● **Your assignment**
Your task is to transcribe each record exactly and to omit every image.

**** Data records

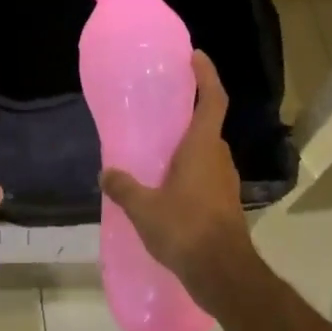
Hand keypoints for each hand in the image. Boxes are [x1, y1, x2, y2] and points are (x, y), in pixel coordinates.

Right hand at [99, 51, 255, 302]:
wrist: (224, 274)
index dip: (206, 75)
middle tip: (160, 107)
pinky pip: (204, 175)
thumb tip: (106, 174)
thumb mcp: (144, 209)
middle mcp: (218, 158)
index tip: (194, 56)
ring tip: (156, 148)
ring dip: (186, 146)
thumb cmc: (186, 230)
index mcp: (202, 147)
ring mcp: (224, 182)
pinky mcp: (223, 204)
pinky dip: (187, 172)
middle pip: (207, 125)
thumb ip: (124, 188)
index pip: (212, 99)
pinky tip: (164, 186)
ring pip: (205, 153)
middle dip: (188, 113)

********

● **Expected answer**
Hand keypoints for each hand in the image. Boxes are [x1, y1, x2, y2] and points are (x, y), in pixel coordinates.

Right hand at [99, 51, 255, 302]:
wrist: (224, 274)
index dip: (206, 75)
middle tip: (160, 107)
pinky pip: (204, 175)
thumb tip: (106, 174)
thumb mcp: (144, 209)
middle mcp: (218, 158)
index tip: (194, 56)
ring tip: (156, 148)
ring dip: (186, 146)
thumb cmc: (186, 230)
index mcp: (202, 147)
ring mcp: (224, 182)
pinky mcp: (223, 204)
pinky dip: (187, 172)
middle pip: (207, 125)
thumb ip: (124, 188)
index pip: (212, 99)
pinky tip: (164, 186)
ring pip: (205, 153)
middle dip: (188, 113)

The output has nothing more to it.